While Warren Spector, is the man behind "Deus Ex", game journalists are often hard-pressed to extract that admission from him.   Known throughout the industry for his excessive modesty, Spector takes extravagant pains to accord credit its every feature to the entire "Deus" team.    But at its core, the title is Spector's vision, driven by his almost academic approach to the creative impulse in game design.  His 10,000 word essay from last year, published in Game Developer Magazine and Gamasutra, reads both like a white paper for the creation of "Deus Ex" and a deeply thought-out treatise on game theory in the role playing genre.   At a February forum on computer game aesthetics held at venerable MIT, Spector riffed like a street-smart arts professor, nimbly jumping back forth from abstract design concepts to the practical demands of creating a commercially viable product, all delivered with his classic rock, DJ-style voice, and his characteristically punchy irreverence.

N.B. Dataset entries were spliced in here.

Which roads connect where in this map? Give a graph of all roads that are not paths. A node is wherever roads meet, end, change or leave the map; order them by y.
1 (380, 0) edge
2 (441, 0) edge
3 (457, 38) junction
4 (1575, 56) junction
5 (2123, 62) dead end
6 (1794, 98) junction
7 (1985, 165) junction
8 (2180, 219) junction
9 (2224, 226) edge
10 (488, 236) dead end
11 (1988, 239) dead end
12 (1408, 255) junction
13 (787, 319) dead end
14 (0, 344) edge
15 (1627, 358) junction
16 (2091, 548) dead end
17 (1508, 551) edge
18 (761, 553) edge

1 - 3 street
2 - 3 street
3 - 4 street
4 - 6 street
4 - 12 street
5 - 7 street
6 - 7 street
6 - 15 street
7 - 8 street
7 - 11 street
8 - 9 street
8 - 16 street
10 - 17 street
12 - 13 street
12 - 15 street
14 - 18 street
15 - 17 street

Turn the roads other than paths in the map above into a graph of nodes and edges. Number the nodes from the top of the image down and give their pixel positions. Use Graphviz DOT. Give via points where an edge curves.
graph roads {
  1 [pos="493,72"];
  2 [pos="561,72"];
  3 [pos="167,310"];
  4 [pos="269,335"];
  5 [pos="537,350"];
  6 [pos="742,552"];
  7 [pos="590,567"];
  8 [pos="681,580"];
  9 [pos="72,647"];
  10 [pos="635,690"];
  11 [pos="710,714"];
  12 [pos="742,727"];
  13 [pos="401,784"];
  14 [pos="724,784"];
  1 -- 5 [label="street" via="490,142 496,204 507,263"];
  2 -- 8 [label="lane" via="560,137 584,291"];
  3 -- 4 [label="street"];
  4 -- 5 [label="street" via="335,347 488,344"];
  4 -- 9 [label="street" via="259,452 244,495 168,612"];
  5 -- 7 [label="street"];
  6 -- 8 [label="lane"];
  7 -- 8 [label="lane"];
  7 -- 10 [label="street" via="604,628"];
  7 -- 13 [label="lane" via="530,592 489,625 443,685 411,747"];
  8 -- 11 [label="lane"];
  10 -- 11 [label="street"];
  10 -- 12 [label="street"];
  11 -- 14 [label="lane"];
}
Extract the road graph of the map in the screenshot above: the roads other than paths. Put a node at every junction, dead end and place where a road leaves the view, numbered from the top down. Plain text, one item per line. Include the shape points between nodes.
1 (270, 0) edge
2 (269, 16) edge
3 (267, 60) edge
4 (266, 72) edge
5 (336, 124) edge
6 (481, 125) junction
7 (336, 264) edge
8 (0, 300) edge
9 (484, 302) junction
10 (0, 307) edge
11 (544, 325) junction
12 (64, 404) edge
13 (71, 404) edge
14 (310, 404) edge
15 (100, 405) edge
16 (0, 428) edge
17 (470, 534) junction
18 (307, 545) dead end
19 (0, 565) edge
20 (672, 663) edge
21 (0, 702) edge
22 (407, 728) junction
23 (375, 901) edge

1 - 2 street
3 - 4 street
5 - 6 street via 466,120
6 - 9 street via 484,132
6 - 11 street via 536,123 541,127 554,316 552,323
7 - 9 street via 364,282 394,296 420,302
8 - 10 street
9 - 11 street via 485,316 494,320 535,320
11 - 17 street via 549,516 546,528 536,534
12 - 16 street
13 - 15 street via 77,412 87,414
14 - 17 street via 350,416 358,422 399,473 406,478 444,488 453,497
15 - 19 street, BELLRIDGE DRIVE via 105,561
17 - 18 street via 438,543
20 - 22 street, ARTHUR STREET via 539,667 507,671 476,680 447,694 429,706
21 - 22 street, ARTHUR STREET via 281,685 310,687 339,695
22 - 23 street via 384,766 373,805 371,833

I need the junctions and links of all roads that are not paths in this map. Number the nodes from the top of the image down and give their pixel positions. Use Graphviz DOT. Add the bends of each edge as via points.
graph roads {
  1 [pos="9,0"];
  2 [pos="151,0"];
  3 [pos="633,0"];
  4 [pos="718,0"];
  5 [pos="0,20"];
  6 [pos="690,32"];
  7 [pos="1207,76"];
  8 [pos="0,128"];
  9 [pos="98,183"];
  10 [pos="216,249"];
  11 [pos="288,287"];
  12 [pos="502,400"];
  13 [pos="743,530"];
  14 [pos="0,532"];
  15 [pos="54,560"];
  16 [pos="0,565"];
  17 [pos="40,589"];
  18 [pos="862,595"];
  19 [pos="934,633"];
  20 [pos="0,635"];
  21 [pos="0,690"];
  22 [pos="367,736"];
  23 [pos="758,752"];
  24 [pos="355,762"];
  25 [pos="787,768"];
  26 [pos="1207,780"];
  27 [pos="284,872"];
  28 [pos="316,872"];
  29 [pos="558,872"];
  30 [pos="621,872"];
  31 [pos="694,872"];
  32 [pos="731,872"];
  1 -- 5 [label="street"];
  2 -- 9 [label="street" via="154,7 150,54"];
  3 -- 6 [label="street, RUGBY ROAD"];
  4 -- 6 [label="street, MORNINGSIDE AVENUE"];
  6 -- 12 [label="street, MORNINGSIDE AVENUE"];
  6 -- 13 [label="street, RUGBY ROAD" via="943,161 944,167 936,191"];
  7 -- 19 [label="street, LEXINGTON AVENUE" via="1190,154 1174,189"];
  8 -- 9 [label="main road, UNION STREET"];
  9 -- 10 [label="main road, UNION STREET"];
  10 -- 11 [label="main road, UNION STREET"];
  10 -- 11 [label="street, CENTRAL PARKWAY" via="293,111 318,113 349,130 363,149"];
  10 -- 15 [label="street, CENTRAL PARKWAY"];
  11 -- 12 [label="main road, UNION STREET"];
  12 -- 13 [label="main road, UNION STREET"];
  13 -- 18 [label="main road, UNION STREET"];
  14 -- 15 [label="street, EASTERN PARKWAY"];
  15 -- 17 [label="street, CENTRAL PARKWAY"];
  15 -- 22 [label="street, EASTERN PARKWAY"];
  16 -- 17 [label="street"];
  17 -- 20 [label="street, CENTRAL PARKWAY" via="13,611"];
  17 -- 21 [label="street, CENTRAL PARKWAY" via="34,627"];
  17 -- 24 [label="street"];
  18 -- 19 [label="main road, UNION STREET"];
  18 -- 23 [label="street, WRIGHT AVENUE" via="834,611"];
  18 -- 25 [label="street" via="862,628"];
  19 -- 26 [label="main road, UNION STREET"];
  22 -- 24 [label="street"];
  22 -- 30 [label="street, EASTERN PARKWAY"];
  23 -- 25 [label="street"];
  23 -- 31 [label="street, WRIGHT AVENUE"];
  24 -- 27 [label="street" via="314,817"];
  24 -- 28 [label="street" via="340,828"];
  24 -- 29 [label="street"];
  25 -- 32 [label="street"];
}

Unsurprisingly, Spector has an advanced humanities degree, earned before his entrance into the game industry.  It affords him an impressive range of literary and intellectual influences to draw from, including Victor Turner, noted anthropologist:


"We can let you explore behaviors in computer games that we don't want you exploring in the real world."
- Warren Spector

"[Turner's] concept of 'liminality,' of 'liminal spaces (look it up!)", Spector tells me, "Seems particularly useful to me in thinking about what gaming can and should be."  (I did, Warren: "liminal space" refers to a social setting where artists, madmen, and hopefully, game designers, can play with a culture's unwritten laws.)  "A ritual space where people go and explore elements of their culture and come out changed," he expands for me later.  "We don't have a lot of those anymore in our culture.  I like to think that games can fill that role.  We can let you explore behaviors in computer games that we don't want you exploring in the real world.  And if we can show you the consequences of your actions, which we're trying to do in very small ways in 'Deus Ex', it's a real interesting anthropological thing going on there."